The Starz series Sweetbitter, based on Stephanie Danler’s novel, was much maligned in its short first season. Some felt it was a standard coming-of-age in New York story that didn’t do enough to shake up the genre, or that it didn’t do the beloved book justice, or that it was too focused on the privilege of the fine dinning culture in which it resides. But, rather thankfully for those of us who did enjoy its inaugural episodes, it’s back. Sweetbitter is a slight show in many ways, the kind of perfect summer watch that makes you quasi-nostalgic for your own coming-of-age experiences: young love in a big city, being the new kid at a job, and being open to the experiences that will come to shape your adulthood. In that regard, Sweetbitter succeeds greatly, quietly exploring restaurant life—and the life of a young person making big moves and big mistakes—with the flitting charm and randomness that so closely defines these kinds of encounters.
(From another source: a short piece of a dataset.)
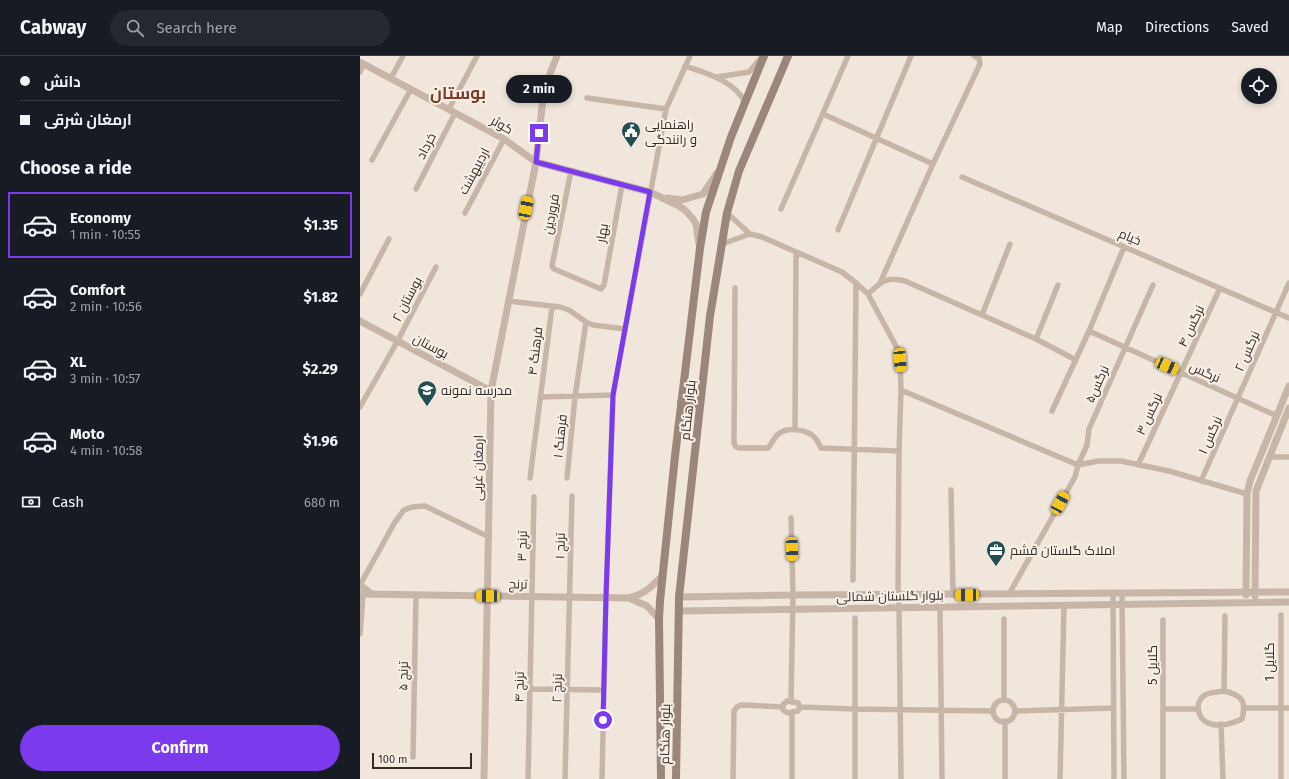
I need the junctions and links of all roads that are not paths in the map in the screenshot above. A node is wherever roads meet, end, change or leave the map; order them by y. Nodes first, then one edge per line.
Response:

In Season Two, Tess (Ella Purnell) is no longer just the wide-eyed ingenue she started off as, but she is still naive and full of wonder at things her jaded co-workers find to be pedestrian. The restaurant’s manager, Howard (an excellent Paul Sparks, but when is he not?), tells her that he appreciates her curiosity, and the camera does often find itself lingering on Tess looking at people and things with a fixated wonder as she takes everything in. In the first episode, that includes the killing and gutting of a pig, something Howard hopes will “wake up” his dead-eyed staff and make them more deeply consider the origins of the food they are selling and serving.
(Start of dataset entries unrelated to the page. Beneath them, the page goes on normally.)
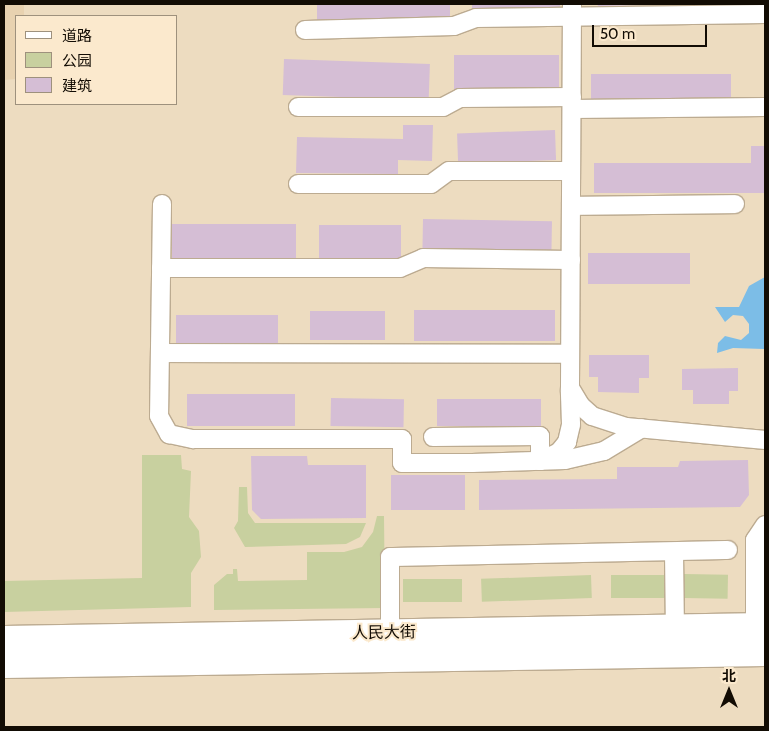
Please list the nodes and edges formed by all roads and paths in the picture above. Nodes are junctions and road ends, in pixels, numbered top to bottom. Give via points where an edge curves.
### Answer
1 (572, 10) edge
2 (765, 14) edge
3 (305, 30) dead end
4 (572, 103) junction
5 (298, 107) dead end
6 (765, 107) edge
7 (571, 171) junction
8 (298, 184) dead end
9 (162, 204) dead end
10 (735, 204) dead end
11 (572, 206) junction
12 (571, 260) junction
13 (161, 268) junction
14 (160, 353) junction
15 (570, 354) junction
16 (570, 388) junction
17 (642, 428) junction
18 (433, 437) dead end
19 (765, 440) edge
20 (540, 461) junction
21 (765, 525) edge
22 (728, 550) dead end
23 (674, 552) junction
24 (675, 629) junction
25 (390, 633) junction
26 (762, 635) edge
27 (4, 640) edge
28 (4, 664) edge

1 - 2 street
1 - 3 street via 476,18 454,26
1 - 4 street
4 - 5 street via 460,98 443,107
4 - 6 street
4 - 7 street
7 - 8 street via 449,171 431,184
7 - 11 street
9 - 13 street
10 - 11 street
11 - 12 street
12 - 13 street via 423,258 400,268
12 - 15 street
13 - 14 street
14 - 15 street
14 - 20 street via 159,416 169,434 193,439 402,439 402,463
15 - 16 street
16 - 17 street via 592,416
16 - 20 street via 572,424 567,442 560,452
17 - 19 street
17 - 20 street via 604,451 564,460
18 - 20 street via 540,436
21 - 26 street via 756,540
22 - 23 street
23 - 24 street
23 - 25 street via 390,558
24 - 25 main road, 人民大街
24 - 26 main road, 人民大街
25 - 27 main road, 人民大街
26 - 28 main road, 人民大街

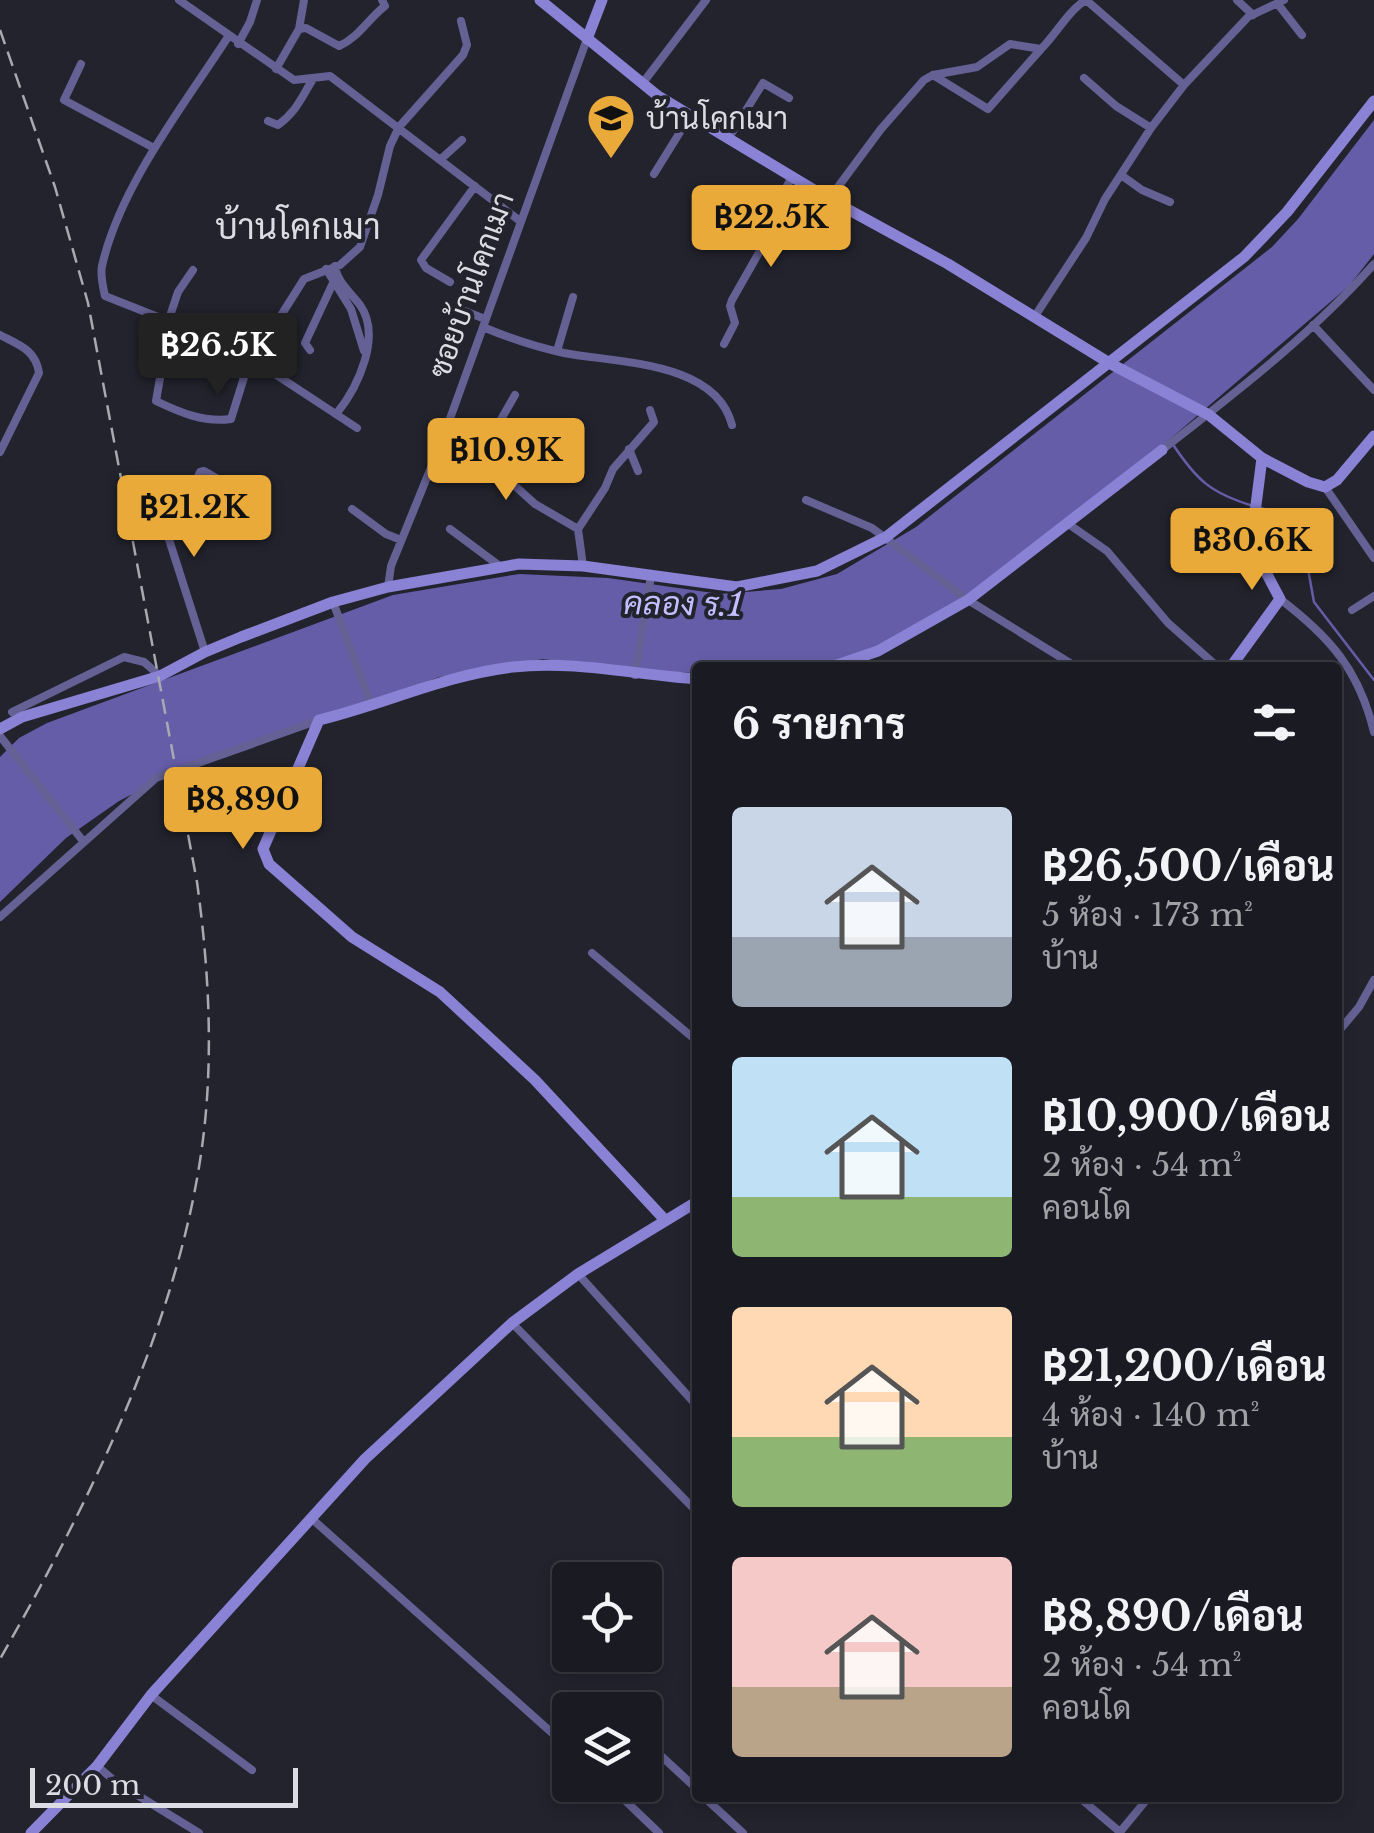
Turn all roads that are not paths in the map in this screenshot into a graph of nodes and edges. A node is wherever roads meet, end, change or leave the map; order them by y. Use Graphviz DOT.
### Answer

Working at a fine dining restaurant, in Sweetbitter, is all about the connection between food and life. The experience of preparing the food, serving it, knowing about and indulging in wine, tasting a rare ingredient for the first time or modernizing a classic dish are all connected to the politics, spats and drama that the employees engage in. These personal encounters are augmented and fueled by the menu and drinks list, or perhaps it’s the opposite. When Tess tastes a white truffle for the first time, it comes on the heels of her co-workers all talking about the garnish in sexualized terms. And true to the description, after Will (Evan Jonigkeit) serves Tess some truffle on toast as a gift, she watches him charm some guests before pulling him into a coat closet and kissing him. The encounter is warm and familiar, but later (after Tess has brushed her teeth and can no longer taste the truffle itself) it changes to cold and awkward.

That is because, as viewers of the first season will know, Tess believes she’s really in love with moody bartender Jake (Tom Sturridge), who has a complicated relationship with another co-worker, Simone (Caitlin FitzGerald). The show backs away somewhat from their twisted mother/son or friend/lover dynamic until late in this eight-episode season (the entirety of which was available to review), but it’s an ever-present tension that keeps Jake at a distance from Tess. One of the most changeable frenemy dynamics of the first season between Tess and Simone also seems resolved for most of this season, until the end when it suddenly comes down to sexual dominance between the two of them, an inversion of a Season One plot. But it also puts Tess more in line with Will, whose management-track change has him wondering if he’s comfortable with having power over others. It’s clear, rather suddenly, that she certainly is; where that will lead for Tess and a potential Season Three given those final moments is less certain (and does not, for what it’s worth, make for a satisfying series finale).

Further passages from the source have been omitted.